Question posée par Alexis Corbière (La France insoumise – Seine-Saint-Denis )

Le député Alexis Corbière interpelle le Ministre délégué aux transports sur les moyens financiers qui vont être mis en œuvre pour l’entretien du réseau ferroviaire français, notamment celui des « petites lignes » afin de garantir aux usagers une qualité de service et un niveau de sécurité effectifs. Il lui demande également quelles sont les garanties, dans un contexte d’ouverture à la concurrence, de maintien des lignes de desserte fine qui permettent le désenclavement de certains territoires et contribuent largement à la politique de décarbonation du pays.

L’entretien du réseau ferroviaire

Le nouveau contrat de performance entre l’État et SNCF Réseau, pour les 10 prochaines années, a été présenté début novembre 2021 au conseil d’administration de SNCF Réseau. Il fait actuellement l’objet d’un processus de consultation.
Cependant, les experts estiment qu’il faudrait 1 milliard d’euros de plus par an en régénération (sur 2,84 milliards d’euros par an) pour rattraper le sous-investissement de ces dernières années.

Ce nouveau contrat de performance limite l’installation de « commandes centralisées du réseau » sur une seule partie du réseau français —uniquement sur Marseille – Vintimille. Concrètement, cela signifie le maintien de postes d’aiguillages obsolètes actionnés « à la main » alors qu’une commande centralisée permet de substantiels gains de productivité et financiers.

Sur la partie financière, le contrat de performance prévoit un cash flow positif à partir de 2024. Les bénéfices de SNCF Voyages (l’entité faisant circuler les TGV et Intercités) doivent être reversés au gestionnaire d’infrastructure : SNCF Réseau. Mais SNCF Réseau risque d’être concurrencé sur ses liaisons les plus rentables par d’autres acteurs, notamment Trenitalia entre Paris et Lyon, qui seront exonérés de verser leurs dividendes au gestionnaire d’infrastructure !
De plus, les chiffres de ce contrat sont en euros courants et n’intègrent pas un taux d’inflation annuel, alors que que le coût des matières premières augmente rapidement.

Il manque à ce contrat de performance une vision stratégique et des indications sur le dimensionnement du réseau.
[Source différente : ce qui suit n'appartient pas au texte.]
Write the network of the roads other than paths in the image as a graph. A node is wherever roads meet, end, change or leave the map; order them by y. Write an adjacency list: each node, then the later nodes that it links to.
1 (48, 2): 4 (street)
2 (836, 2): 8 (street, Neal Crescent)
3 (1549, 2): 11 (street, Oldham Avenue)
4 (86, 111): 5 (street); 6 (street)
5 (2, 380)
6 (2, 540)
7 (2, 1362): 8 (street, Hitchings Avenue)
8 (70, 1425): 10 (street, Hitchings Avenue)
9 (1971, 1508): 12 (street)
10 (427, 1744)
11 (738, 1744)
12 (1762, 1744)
En outre, ce contrat prévoit de la régénération (c’est-à-dire de la remise à l’identique), mais pas d’actions de modernisation du réseau, ce qui signifie que SNCF Réseau devra financer ces dernières sur fonds propres.

Sur le maintien des lignes de dessertes fines du territoire dans un contexte de concurrence

L’État a segmenté le réseau ferroviaire de la manière suivante pour les infrastructures :

  • Lignes structurantes, financées à 100% par SNCF Réseau,
  • Lignes cofinancées par SNCF Réseau et les Régions, selon des clés de répartition à déterminer,
  • Lignes de dessertes fines du territoire (LDFT), financées à 100% par les Régions.
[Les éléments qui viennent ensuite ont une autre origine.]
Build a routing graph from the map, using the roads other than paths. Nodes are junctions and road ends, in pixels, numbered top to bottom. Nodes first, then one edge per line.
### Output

Pour les LDFT, on peut imaginer les Régions plus volontaires que SNCF pour ces lignes appelées « pompeusement » petites lignes. Dans les faits, ce sont souvent ces lignes dont l’état est le plus dégradé et qui nécessitent le plus d’investissement. Il n’est pas certain que les Régions aient les moyens financiers de toutes les sauver, même en imaginant des dispositifs plus frugaux.

Une LDFT doit faire l’objet d’une convention de transfert entre SNCF Réseau et la Région. Cette convention doit traiter des éléments financiers. À ce jour, aucune convention de ce type entre une Région et SNCF n’a été signée.
La plupart de ces lignes nécessitent d’importants travaux de régénération et de modernisation. La question des capacités financières des Régions à les financer est réelle et sans réponse garantie pour le moment.